Ich folgte Alexander über die Wiese. Strich sachte mit meinen Fingern über das Gras und die Blumen. Schloss meine Augen. Roch den vertrauten Geruch ein. Spürte jeden Halm zwischen meinen Fingern. Hörte unsere Schritte auf dem weichen Untergrund. Als ich meine Augen wieder öffnete, war da so viel Freiheit, wie ich sie schon lange nicht mehr gesehen und gefühlt hatte. Schmetterlinge, Bienen und Vögel flogen an uns vorbei. Fügten sich in das sommerliche Bild ein, wie sie eins mit ihm wären. Zwitscherten leise. Sonnenstrahlen auf meiner Haut. Wärme. Sehnsucht. Sehnsucht nach einem ewigen solchen Leben. Ohne Schmerz. Ohne Angst. Ohne Dunkelheit. Ohne Shawn.

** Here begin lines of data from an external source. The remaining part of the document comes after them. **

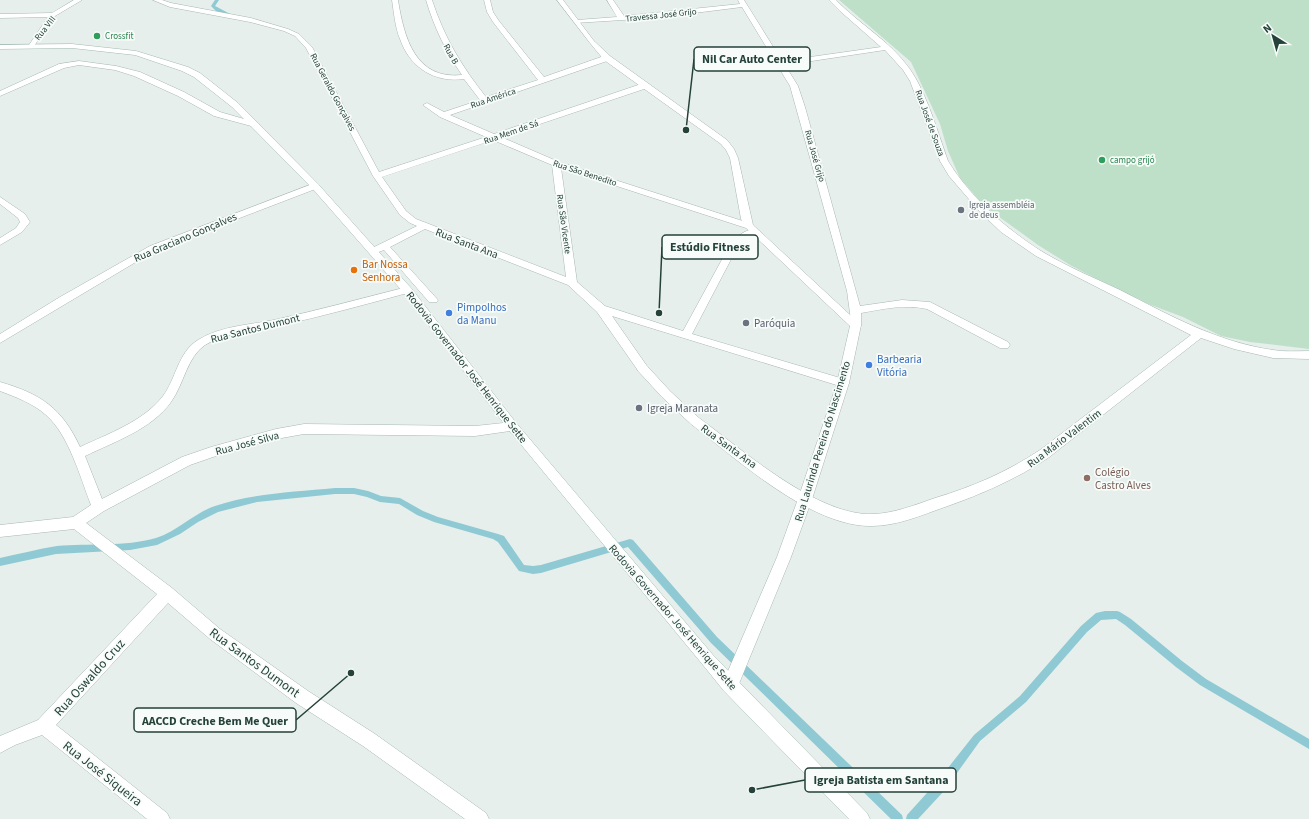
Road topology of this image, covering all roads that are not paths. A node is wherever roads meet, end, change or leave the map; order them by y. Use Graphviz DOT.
graph roads {
  1 [pos="79,0"];
  2 [pos="156,0"];
  3 [pos="395,0"];
  4 [pos="429,0"];
  5 [pos="487,0"];
  6 [pos="560,0"];
  7 [pos="610,0"];
  8 [pos="832,0"];
  9 [pos="743,3"];
  10 [pos="53,15"];
  11 [pos="0,16"];
  12 [pos="622,19"];
  13 [pos="577,22"];
  14 [pos="32,45"];
  15 [pos="0,47"];
  16 [pos="886,48"];
  17 [pos="607,58"];
  18 [pos="780,64"];
  19 [pos="466,77"];
  20 [pos="543,81"];
  21 [pos="644,86"];
  22 [pos="0,94"];
  23 [pos="485,101"];
  24 [pos="427,105"];
  25 [pos="444,115"];
  26 [pos="255,125"];
  27 [pos="496,137"];
  28 [pos="556,164"];
  29 [pos="377,176"];
  30 [pos="315,186"];
  31 [pos="0,200"];
  32 [pos="425,226"];
  33 [pos="752,229"];
  34 [pos="0,242"];
  35 [pos="388,249"];
  36 [pos="373,251"];
  37 [pos="572,283"];
  38 [pos="407,290"];
  39 [pos="433,300"];
  40 [pos="601,308"];
  41 [pos="856,310"];
  42 [pos="856,325"];
  43 [pos="1200,334"];
  44 [pos="686,336"];
  45 [pos="0,339"];
  46 [pos="1004,345"];
  47 [pos="1309,355"];
  48 [pos="843,383"];
  49 [pos="0,386"];
  50 [pos="513,428"];
  51 [pos="77,454"];
  52 [pos="805,500"];
  53 [pos="99,507"];
  54 [pos="76,523"];
  55 [pos="0,531"];
  56 [pos="166,593"];
  57 [pos="730,685"];
  58 [pos="44,726"];
  59 [pos="0,745"];
  60 [pos="161,819"];
  61 [pos="480,819"];
  62 [pos="861,819"];
  1 -- 10 [label="street, Rua VIII"];
  2 -- 29 [label="street, Rua Geraldo Gonçalves"];
  3 -- 19 [label="street"];
  4 -- 19 [label="street, Rua B"];
  5 -- 20 [label="street"];
  6 -- 13 [label="street"];
  7 -- 12 [label="street"];
  8 -- 16 [label="street, Rua José de Souza"];
  9 -- 12 [label="street, Travessa José Grijo"];
  9 -- 18 [label="street, Rua José Grijo"];
  10 -- 11 [label="street"];
  10 -- 14 [label="street, Rua VIII"];
  12 -- 13 [label="street, Travessa José Grijo"];
  13 -- 17 [label="street"];
  14 -- 15 [label="street, Rodovia Governador José Henrique Sette"];
  14 -- 26 [label="street, Rodovia Governador José Henrique Sette"];
  16 -- 18 [label="street"];
  16 -- 43 [label="street, Rua José de Souza"];
  17 -- 20 [label="street, Rua América"];
  17 -- 21 [label="street"];
  18 -- 41 [label="street, Rua José Grijo"];
  19 -- 23 [label="street, Rua B"];
  20 -- 23 [label="street, Rua América"];
  21 -- 27 [label="street, Rua Mem de Sá"];
  21 -- 33 [label="street"];
  22 -- 26 [label="street"];
  23 -- 25 [label="street, Rua América"];
  24 -- 25 [label="street, Rua São Benedito"];
  25 -- 27 [label="street, Rua São Benedito"];
  26 -- 30 [label="street, Rodovia Governador José Henrique Sette"];
  27 -- 28 [label="street, Rua São Benedito"];
  27 -- 29 [label="street, Rua Mem de Sá"];
  28 -- 33 [label="street, Rua São Benedito"];
  28 -- 37 [label="street, Rua São Vicente"];
  29 -- 32 [label="street, Rua Geraldo Gonçalves"];
  30 -- 36 [label="street, Rodovia Governador José Henrique Sette"];
  30 -- 45 [label="street, Rua Graciano Gonçalves"];
  31 -- 34 [label="street"];
  32 -- 36 [label="street, Rua Santa Ana"];
  32 -- 37 [label="street, Rua Santa Ana"];
  33 -- 42 [label="street"];
  33 -- 44 [label="street"];
  35 -- 39 [label="street"];
  36 -- 38 [label="street, Rodovia Governador José Henrique Sette"];
  37 -- 40 [label="street, Rua Santa Ana"];
  38 -- 50 [label="street, Rodovia Governador José Henrique Sette"];
  38 -- 51 [label="street, Rua Santos Dumont"];
  40 -- 44 [label="street, Rua Santa Ana"];
  40 -- 52 [label="street, Rua Santa Ana"];
  41 -- 42 [label="street, Rua José Grijo"];
  41 -- 46 [label="street"];
  42 -- 48 [label="street, Rua Laurinda Pereira do Nascimento"];
  43 -- 47 [label="street"];
  43 -- 52 [label="street, Rua Mário Valentim"];
  44 -- 48 [label="street, Rua Santa Ana"];
  48 -- 52 [label="street, Rua Laurinda Pereira do Nascimento"];
  49 -- 51 [label="street"];
  50 -- 53 [label="street, Rua José Silva"];
  50 -- 57 [label="street, Rodovia Governador José Henrique Sette"];
  51 -- 53 [label="street"];
  52 -- 57 [label="street, Rua Laurinda Pereira do Nascimento"];
  53 -- 54 [label="street, Rua José Silva"];
  54 -- 55 [label="street, Rua José Silva"];
  54 -- 56 [label="street, Rua Santos Dumont"];
  56 -- 58 [label="street, Rua Oswaldo Cruz"];
  56 -- 61 [label="street, Rua Santos Dumont"];
  57 -- 62 [label="street, Rodovia Governador José Henrique Sette"];
  58 -- 59 [label="street, Rua Oswaldo Cruz"];
  58 -- 60 [label="street, Rua José Siqueira"];
}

Wenigstens würde ich ein solches Leben für eine kurze Zeit führen können. Auf der anderen Seite der Wiese, im Halbschatten verborgen, nahm ich erst jetzt, bei genauerem Hinsehen das kleine Häuschen wahr. Still und wohnlich, in der Morgenröte. Die roten, weit geöffneten Fensterläden. Der rauchende Kamin. Der kleine Sitzplatz mit gemütlich aussehenden Stühlen und Möbeln, der sich in Richtung Wiese erstreckte. Hier wohnte er? Ein solches Leben konnte ich mir nicht vorstellen. Nicht in meinen schönsten Träumen. Aprupt blieb ich stehen. Musterte das Haus weitere Sekunden aufmerksam. Alexander wand sich mir mit einem Lächeln zu. "Ich hoffe, es gefällt dir..." Er machte mit dem einen Arm eine Bewegung Richtung Haus.
"Willkommen in meinem Zuhause."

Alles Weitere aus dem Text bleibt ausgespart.